Every year National Taxpayers Union (NTU) rates U.S. Representatives and Senators on their actual votes--every vote that affects taxes, spending, and debt. Unlike most organizations that publish ratings, we refuse to play the "rating game" of focusing on only a handful of congressional votes on selected issues. The NTU voting study is the fairest and most accurate guide available on congressional spending. It is a completely unbiased accounting of votes.

 

NTU assigned weights to the votes, reflecting the importance of each vote's effect on federal spending.
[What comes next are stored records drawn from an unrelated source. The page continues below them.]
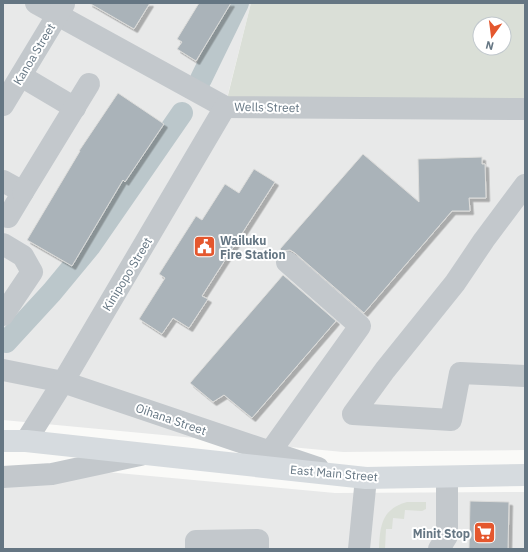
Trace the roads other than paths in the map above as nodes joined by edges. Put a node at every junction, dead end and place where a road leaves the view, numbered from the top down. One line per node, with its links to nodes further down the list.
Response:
1 (36, 3): 2 (street, Wells Street)
2 (61, 9): 3 (street, Kanoa Street); 6 (street, Wells Street)
3 (21, 76): 5 (street, Kanoa Street); 7 (street)
4 (89, 84): 7 (street)
5 (3, 105)
6 (225, 106): 8 (street, Wells Street); 18 (street, Kinipopo Street)
7 (75, 108): 11 (street)
8 (525, 109)
9 (3, 181): 11 (street)
10 (525, 185): 17 (street)
11 (23, 192): 12 (street)
12 (8, 217)
13 (3, 244): 15 (street)
14 (287, 262): 21 (street)
15 (3, 315)
16 (3, 370): 18 (street, Oihana Street)
17 (525, 376)
18 (63, 382): 20 (street, Kinipopo Street); 21 (street, Oihana Street)
19 (3, 441): 20 (main road, East Main Street)
20 (26, 441): 22 (main road, East Main Street)
21 (270, 452): 23 (street, Oihana Street)
22 (144, 454): 23 (main road, East Main Street); 26 (street, East Main Street)
23 (338, 475): 27 (main road, East Main Street)
24 (447, 476): 25 (main road, East Main Street); 27 (main road, East Main Street); 31 (street)
25 (525, 476)
26 (3, 477)
27 (366, 478): 30 (street)
28 (196, 549): 29 (street)
29 (258, 549)
30 (359, 549)
31 (439, 549)

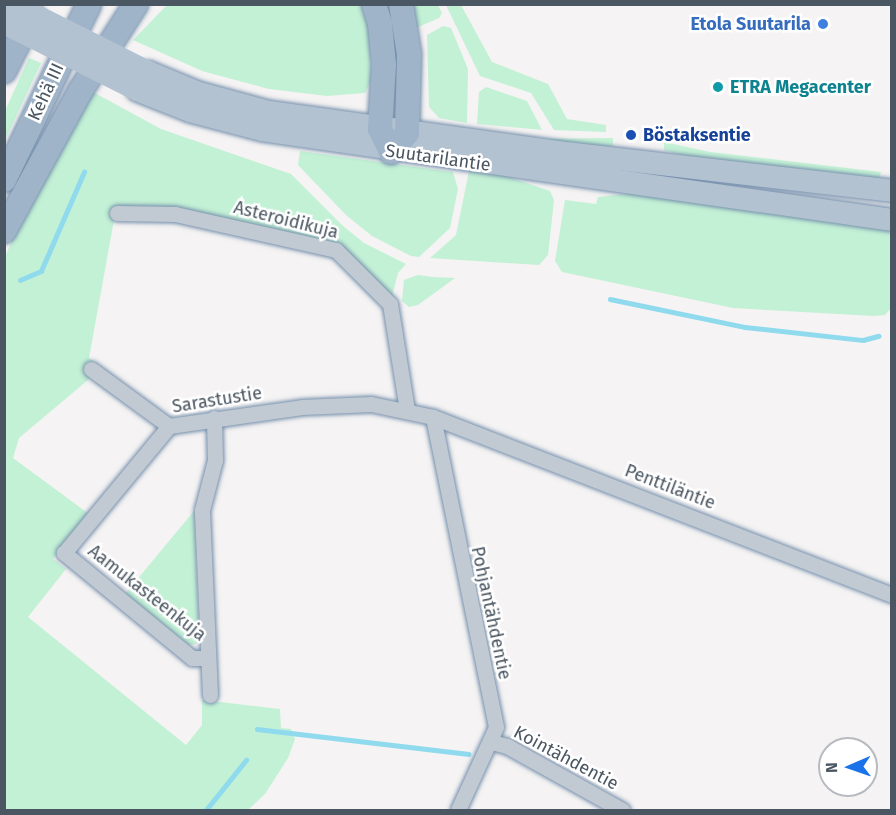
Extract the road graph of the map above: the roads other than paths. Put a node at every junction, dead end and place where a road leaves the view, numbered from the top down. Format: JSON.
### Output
{"nodes":[{"id":1,"x":14,"y":4,"type":"edge"},
{"id":2,"x":37,"y":4,"type":"edge"},
{"id":3,"x":89,"y":4,"type":"edge"},
{"id":4,"x":136,"y":4,"type":"edge"},
{"id":5,"x":147,"y":4,"type":"edge"},
{"id":6,"x":374,"y":4,"type":"edge"},
{"id":7,"x":401,"y":4,"type":"edge"},
{"id":8,"x":4,"y":23,"type":"edge"},
{"id":9,"x":112,"y":42,"type":"junction"},
{"id":10,"x":4,"y":71,"type":"edge"},
{"id":11,"x":143,"y":81,"type":"junction"},
{"id":12,"x":380,"y":129,"type":"junction"},
{"id":13,"x":407,"y":133,"type":"junction"},
{"id":14,"x":391,"y":152,"type":"junction"},
{"id":15,"x":4,"y":180,"type":"edge"},
{"id":16,"x":891,"y":191,"type":"edge"},
{"id":17,"x":117,"y":213,"type":"dead end"},
{"id":18,"x":891,"y":220,"type":"edge"},
{"id":19,"x":4,"y":231,"type":"edge"},
{"id":20,"x":92,"y":369,"type":"dead end"},
{"id":21,"x":407,"y":410,"type":"junction"},
{"id":22,"x":433,"y":417,"type":"junction"},
{"id":23,"x":214,"y":418,"type":"junction"},
{"id":24,"x":169,"y":426,"type":"junction"},
{"id":25,"x":64,"y":554,"type":"joint"},
{"id":26,"x":891,"y":596,"type":"edge"},
{"id":27,"x":207,"y":658,"type":"junction"},
{"id":28,"x":210,"y":694,"type":"dead end"},
{"id":29,"x":492,"y":742,"type":"junction"},
{"id":30,"x":458,"y":810,"type":"edge"},
{"id":31,"x":621,"y":810,"type":"edge"}],
"edges":[{"from":1,"to":11,"type":"main road","name":"Suutarilantie","bridge":true},
{"from":2,"to":10,"type":"highway"},
{"from":3,"to":15,"type":"highway","name":"Kehä III"},
{"from":4,"to":9,"type":"highway"},
{"from":5,"to":9,"type":"highway"},
{"from":6,"to":12,"type":"highway"},
{"from":7,"to":13,"type":"highway"},
{"from":8,"to":11,"type":"main road","name":"Suutarilantie","bridge":true},
{"from":9,"to":19,"type":"highway"},
{"from":11,"to":12,"type":"main road","name":"Suutarilantie"},
{"from":11,"to":14,"type":"main road","name":"Suutarilantie"},
{"from":12,"to":13,"type":"main road","name":"Suutarilantie"},
{"from":12,"to":14,"type":"highway"},
{"from":13,"to":14,"type":"highway"},
{"from":13,"to":16,"type":"main road","name":"Suutarilantie"},
{"from":14,"to":18,"type":"main road","name":"Suutarilantie"},
{"from":17,"to":21,"type":"street","name":"Asteroidikuja"},
{"from":20,"to":24,"type":"street"},
{"from":21,"to":22,"type":"street","name":"Sarastustie"},
{"from":21,"to":23,"type":"street","name":"Sarastustie"},
{"from":22,"to":26,"type":"street","name":"Penttiläntie"},
{"from":22,"to":29,"type":"street","name":"Pohjantähdentie"},
{"from":23,"to":24,"type":"street","name":"Sarastustie"},
{"from":23,"to":27,"type":"street","name":"Aamukasteenkuja"},
{"from":24,"to":25,"type":"street","name":"Sarastustie"},
{"from":25,"to":27,"type":"street","name":"Aamukasteenkuja"},
{"from":27,"to":28,"type":"street","name":"Aamukasteenkuja"},
{"from":29,"to":30,"type":"street","name":"Pohjantähdentie"},
{"from":29,"to":31,"type":"street","name":"Kointähdentie"}]}
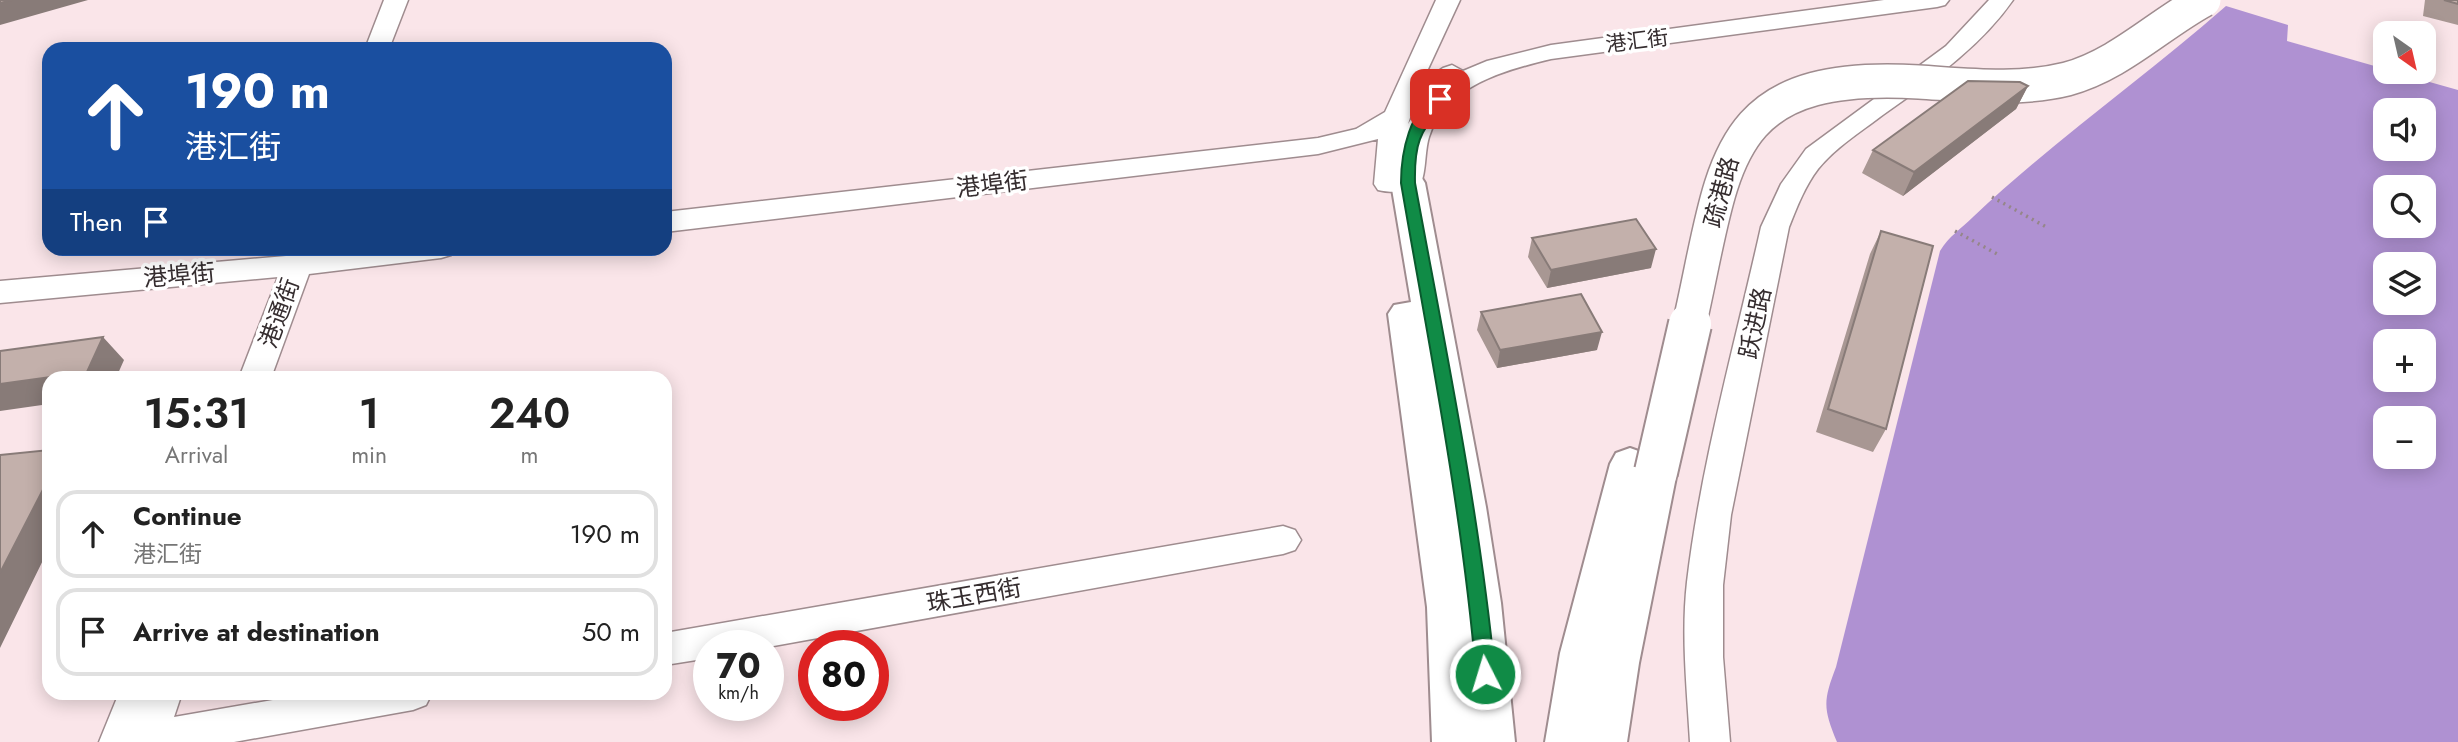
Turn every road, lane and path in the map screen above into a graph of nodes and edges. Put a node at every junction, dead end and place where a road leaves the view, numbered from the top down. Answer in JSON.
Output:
{"nodes":[{"id":1,"x":396,"y":0,"type":"edge"},
{"id":2,"x":413,"y":0,"type":"edge"},
{"id":3,"x":1448,"y":0,"type":"edge"},
{"id":4,"x":1872,"y":0,"type":"edge"},
{"id":5,"x":1937,"y":0,"type":"edge"},
{"id":6,"x":2001,"y":0,"type":"edge"},
{"id":7,"x":2172,"y":0,"type":"edge"},
{"id":8,"x":2204,"y":0,"type":"edge"},
{"id":9,"x":380,"y":42,"type":"edge"},
{"id":10,"x":398,"y":42,"type":"edge"},
{"id":11,"x":1424,"y":94,"type":"junction"},
{"id":12,"x":1395,"y":117,"type":"junction"},
{"id":13,"x":1318,"y":146,"type":"junction"},
{"id":14,"x":1394,"y":178,"type":"junction"},
{"id":15,"x":1992,"y":197,"type":"dead end"},
{"id":16,"x":672,"y":221,"type":"edge"},
{"id":17,"x":2048,"y":228,"type":"dead end"},
{"id":18,"x":1955,"y":231,"type":"dead end"},
{"id":19,"x":1999,"y":255,"type":"dead end"},
{"id":20,"x":310,"y":256,"type":"edge"},
{"id":21,"x":0,"y":292,"type":"edge"},
{"id":22,"x":258,"y":371,"type":"edge"},
{"id":23,"x":278,"y":371,"type":"edge"},
{"id":24,"x":1643,"y":468,"type":"junction"},
{"id":25,"x":1283,"y":540,"type":"dead end"},
{"id":26,"x":672,"y":648,"type":"edge"},
{"id":27,"x":138,"y":700,"type":"edge"},
{"id":28,"x":159,"y":700,"type":"edge"},
{"id":29,"x":372,"y":700,"type":"edge"},
{"id":30,"x":135,"y":741,"type":"edge"},
{"id":31,"x":1456,"y":742,"type":"edge"},
{"id":32,"x":1491,"y":742,"type":"edge"},
{"id":33,"x":1569,"y":742,"type":"edge"},
{"id":34,"x":1604,"y":742,"type":"edge"},
{"id":35,"x":1710,"y":742,"type":"edge"}],
"edges":[{"from":1,"to":9,"type":"street"},
{"from":2,"to":10,"type":"street"},
{"from":3,"to":11,"type":"street"},
{"from":4,"to":11,"type":"street","name":"港汇街"},
{"from":5,"to":11,"type":"street","name":"港汇街"},
{"from":6,"to":35,"type":"street","name":"跃进路"},
{"from":7,"to":24,"type":"highway"},
{"from":8,"to":24,"type":"highway","name":"疏港路","bridge":true},
{"from":11,"to":12,"type":"street"},
{"from":11,"to":14,"type":"street","name":"港汇街"},
{"from":12,"to":13,"type":"street"},
{"from":12,"to":14,"type":"street"},
{"from":13,"to":14,"type":"street"},
{"from":13,"to":16,"type":"street","name":"港埠街"},
{"from":14,"to":31,"type":"highway"},
{"from":14,"to":32,"type":"highway"},
{"from":15,"to":17,"type":"path"},
{"from":18,"to":19,"type":"path"},
{"from":20,"to":21,"type":"street","name":"港埠街"},
{"from":20,"to":22,"type":"street","name":"港通街"},
{"from":20,"to":23,"type":"street","name":"港通街"},
{"from":24,"to":33,"type":"highway","name":"疏港路"},
{"from":24,"to":34,"type":"highway","name":"疏港路"},
{"from":25,"to":26,"type":"street","name":"珠玉西街"},
{"from":27,"to":30,"type":"street"},
{"from":28,"to":30,"type":"street"},
{"from":29,"to":30,"type":"street"}]}
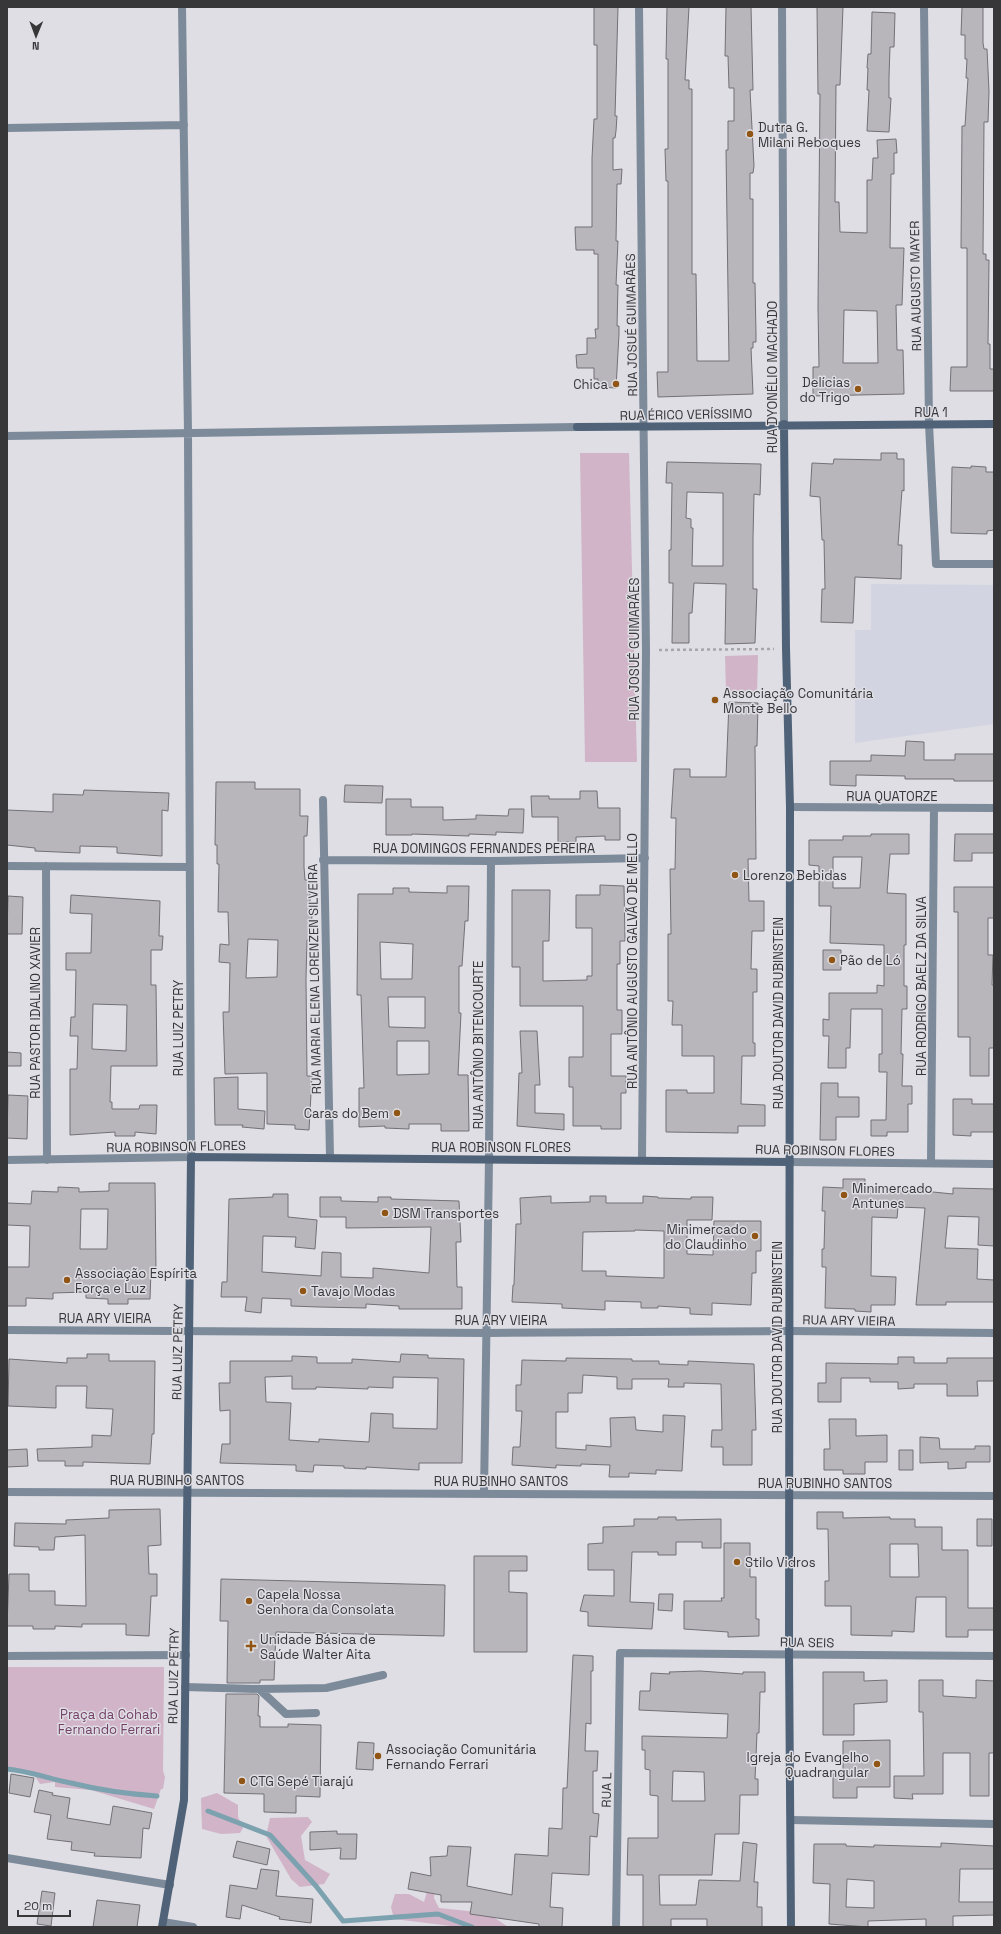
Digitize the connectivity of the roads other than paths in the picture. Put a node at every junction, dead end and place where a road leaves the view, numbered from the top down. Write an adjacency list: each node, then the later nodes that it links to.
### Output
1 (182, 7): 5 (street, RUA LUIZ PETRY)
2 (639, 7): 11 (street, RUA JOSUÉ GUIMARÃES)
3 (782, 7): 7 (street, RUA DYONÉLIO MACHADO)
4 (924, 7): 8 (street, RUA AUGUSTO MAYER)
5 (184, 125): 6 (street); 12 (street, RUA LUIZ PETRY)
6 (7, 128)
7 (784, 424): 10 (street, RUA ÉRICO VERÍSSIMO); 11 (street, RUA ÉRICO VERÍSSIMO); 15 (street, RUA DYONÉLIO MACHADO)
8 (929, 424): 9 (street, RUA 1); 10 (street, RUA 1); 14 (street, RUA AUGUSTO MAYER)
9 (994, 424)
10 (867, 425)
11 (645, 426): 12 (street, RUA ÉRICO VERÍSSIMO); 16 (street, RUA JOSUÉ GUIMARÃES)
12 (188, 433): 13 (street); 26 (street, RUA LUIZ PETRY)
13 (7, 436)
14 (994, 564)
15 (788, 748): 18 (street, RUA DOUTOR DAVID RUBINSTEIN)
16 (646, 763): 21 (street, RUA ANTÔNIO AUGUSTO GALVÃO DE MELLO)
17 (322, 800): 22 (street, RUA MARIA ELENA LORENZEN SILVEIRA)
18 (790, 807): 19 (street, RUA QUATORZE); 33 (street, RUA DOUTOR DAVID RUBINSTEIN)
19 (934, 808): 20 (street, RUA QUATORZE); 34 (street, RUA RODRIGO BAELZ DA SILVA)
20 (994, 808)
21 (645, 858): 23 (street, RUA DOMINGOS FERNANDES PEREIRA); 32 (street, RUA ANTÔNIO AUGUSTO GALVÃO DE MELLO)
22 (323, 860): 23 (street, RUA DOMINGOS FERNANDES PEREIRA); 28 (street, RUA MARIA ELENA LORENZEN SILVEIRA)
23 (491, 861): 29 (street, RUA ANTÔNIO BITENCOURTE)
24 (7, 866): 25 (street)
25 (46, 866): 26 (street); 31 (street, RUA PASTOR IDALINO XAVIER)
26 (189, 867): 27 (street, RUA LUIZ PETRY)
27 (191, 1157): 28 (street, RUA ROBINSON FLORES); 31 (street, RUA ROBINSON FLORES); 37 (street, RUA LUIZ PETRY)
28 (330, 1157): 29 (street, RUA ROBINSON FLORES)
29 (489, 1159): 32 (street, RUA ROBINSON FLORES); 39 (street, RUA ANTÔNIO BITENCOURTE)
30 (7, 1160): 31 (street, RUA ROBINSON FLORES)
31 (47, 1160)
32 (642, 1160): 33 (street, RUA ROBINSON FLORES)
33 (790, 1162): 34 (street, RUA ROBINSON FLORES); 38 (street, RUA DOUTOR DAVID RUBINSTEIN)
34 (931, 1163): 35 (street, RUA ROBINSON FLORES)
35 (994, 1164)
36 (7, 1330): 37 (street, RUA ARY VIEIRA)
37 (190, 1330): 39 (street, RUA ARY VIEIRA); 41 (street, RUA LUIZ PETRY)
38 (789, 1331): 39 (street, RUA ARY VIEIRA); 40 (street, RUA ARY VIEIRA); 44 (street, RUA DOUTOR DAVID RUBINSTEIN)
39 (487, 1333): 43 (street, RUA ANTÔNIO BITENCOURTE)
40 (994, 1333)
41 (188, 1491): 42 (street, RUA RUBINHO SANTOS); 43 (street, RUA RUBINHO SANTOS); 48 (street, RUA LUIZ PETRY)
42 (7, 1492)
43 (484, 1492): 44 (street, RUA RUBINHO SANTOS)
44 (790, 1495): 45 (street, RUA RUBINHO SANTOS); 47 (street, RUA DOUTOR DAVID RUBINSTEIN)
45 (994, 1496)
46 (620, 1653): 47 (street, RUA SEIS); 61 (street, RUA L)
47 (789, 1653): 50 (street, RUA SEIS); 55 (street, RUA DOUTOR DAVID RUBINSTEIN)
48 (186, 1655): 49 (street); 52 (street, RUA LUIZ PETRY)
49 (7, 1656)
50 (994, 1656)
51 (383, 1675): 53 (street)
52 (185, 1686): 53 (street); 58 (street, RUA LUIZ PETRY)
53 (259, 1689): 54 (street)
54 (316, 1713)
55 (791, 1820): 56 (street); 62 (street, RUA DOUTOR DAVID RUBINSTEIN)
56 (994, 1824)
57 (7, 1858): 58 (street)
58 (170, 1885): 59 (street, RUA LUIZ PETRY)
59 (163, 1925): 60 (street)
60 (193, 1927)
61 (616, 1927)
62 (791, 1927)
NTU has no partisan axe to g

 rind. All members of Congress are treated the same regardless of political affiliation. Our only constituency is the overburdened American taxpayer. Grades are given impartially, based on the Taxpayer Score.

 

Moving on quickly down the ladder, we find Colin Petersen is out of the shame territory of all other national Minnesota Democrats, but still way below a reaspectable grade: C- 41%

 

All other Democrats rated solid failures:

Starting with the Senate.  NTU gave:
Al Franken     F            5%
Klobuchar      F           15%
State Average         A miserable  10%     Minnesota deserves much better.

And the House Democrats:
Ellison           F                6%
McCollum     F                6%
Oberstar       F               7%
Peterson      C-              41%
Walz             F               9%
State Average                41%

Interesting to see that with the rock stars form CD2, 3, and 6; and the rock bottom scores from CD1, 4, 5, and 8, the state averages out exactly at Colin Petersen's 41%

Some other interesting statistics from other national players can be found in this press release from NTU's Pete Sepp and Doug Kellogg. Let's just say Arizona is VERY well served:

For the eighth consecutive year, Representative Jeff Flake (R-AZ) had the best finish in the House with a 97 percent rating – adding to his record streak of the most consecutive years as NTU’s top scorer.  “Throughout his tenure in Congress, Jeff Flake has demonstrated consistent and effective leadership on behalf of taxpayers, both with his own votes and in inspiring his colleagues to work harder for fiscal discipline,” Parde observed. “Jeff has definitely lived up to NTU’s name for its number one scorer, ‘Taxpayers’ Best Friend.’”

Yet, 2010 was a year for other superlatives: the highest score NTU has ever recorded in either chamber. Senator John McCain (R-AZ) earned an incredible 99.5 percent, besting the 99 percent mark that Representative Ron Paul (R-TX) reached in 1983. Right behind McCain by a few hundredths of a percentage point was Senator Sam Brownback (R-KS), whose score likewise rounded to 99.5 percent.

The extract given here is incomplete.